## Exercise goal:
Starting from the line that contains "Transcribe the names", give back every line through the end of the listing exactly as written and no other line.

BEGIN

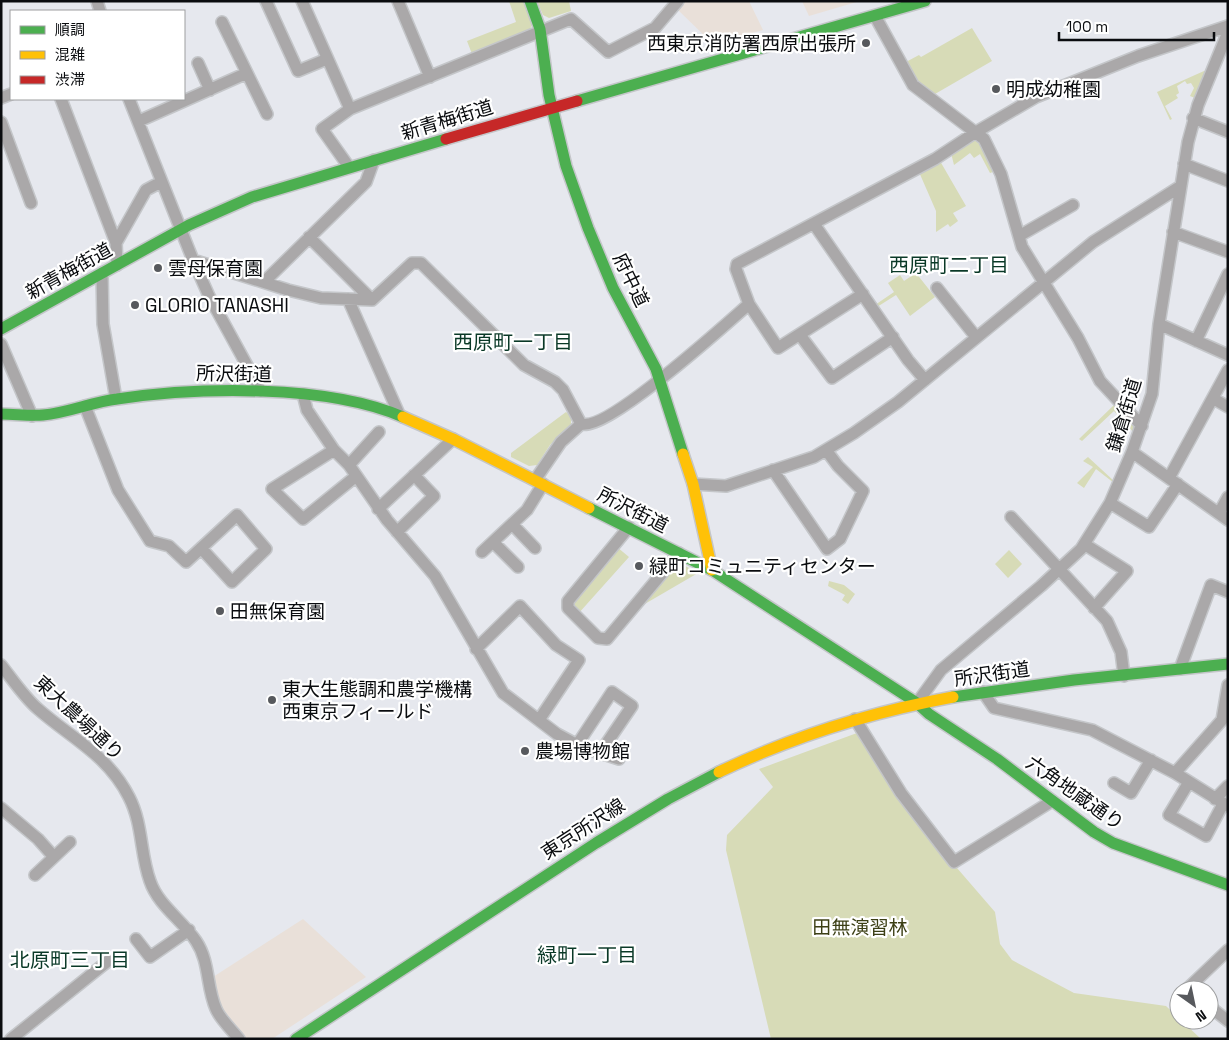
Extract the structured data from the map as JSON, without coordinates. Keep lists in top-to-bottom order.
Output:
{
  "streets": {
    "main road": [
      "新青梅街道",
      "府中道",
      "所沢街道",
      "六角地蔵通り",
      "東京所沢線"
    ],
    "street": ["鎌倉街道", "東大農場通り"]
  },
  "crossings": [
    ["新青梅街道", "府中道"],
    ["府中道", "所沢街道"],
    ["所沢街道", "鎌倉街道"],
    ["所沢街道", "六角地蔵通り"],
    ["所沢街道", "東京所沢線"],
    ["鎌倉街道", "六角地蔵通り"],
    ["鎌倉街道", "東京所沢線"],
    ["六角地蔵通り", "東京所沢線"]
  ],
  "districts": [
    "西原町二丁目",
    "西原町一丁目",
    "緑町一丁目",
    "北原町三丁目"
  ],
  "parks": ["田無演習林"],
  "places": [
    "西東京消防署西原出張所",
    "明成幼稚園",
    "雲母保育園",
    "GLORIO TANASHI",
    "緑町コミュニティセンター",
    "田無保育園",
    "東大生態調和農学機構 西東京フィールド",
    "農場博物館"
  ],
  "legend": ["順調", "混雑", "渋滞"],
  "scale_bar": "100 m",
  "north": "bottom right"
}
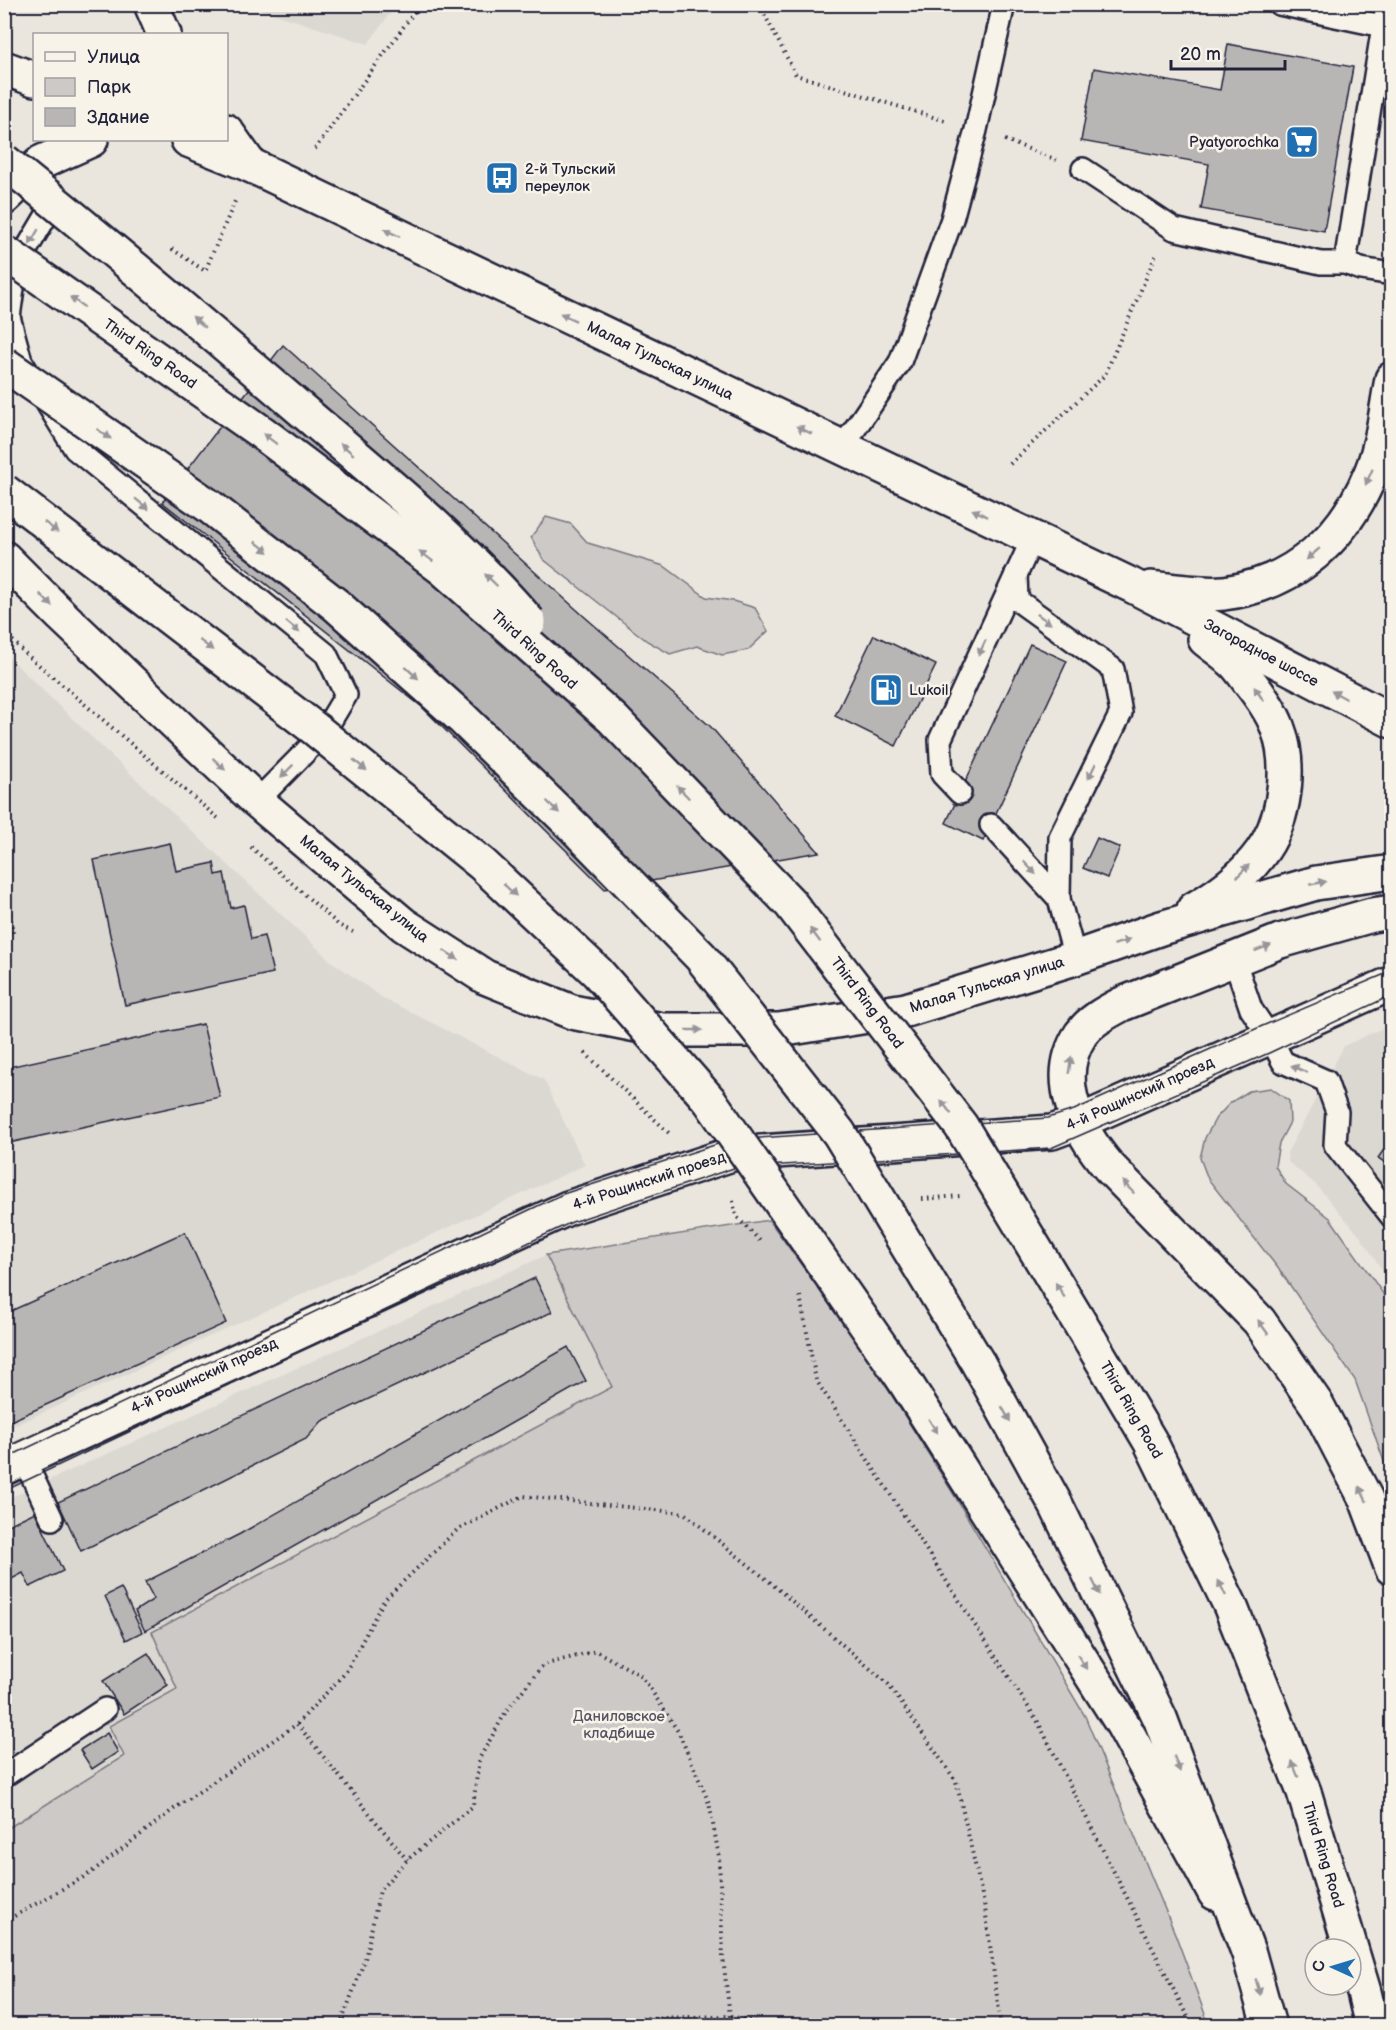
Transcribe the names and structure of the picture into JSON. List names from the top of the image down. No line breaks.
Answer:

END

## Task result:
Transcribe the names and structure of the picture into JSON. List names from the top of the image down. No line breaks.
Answer:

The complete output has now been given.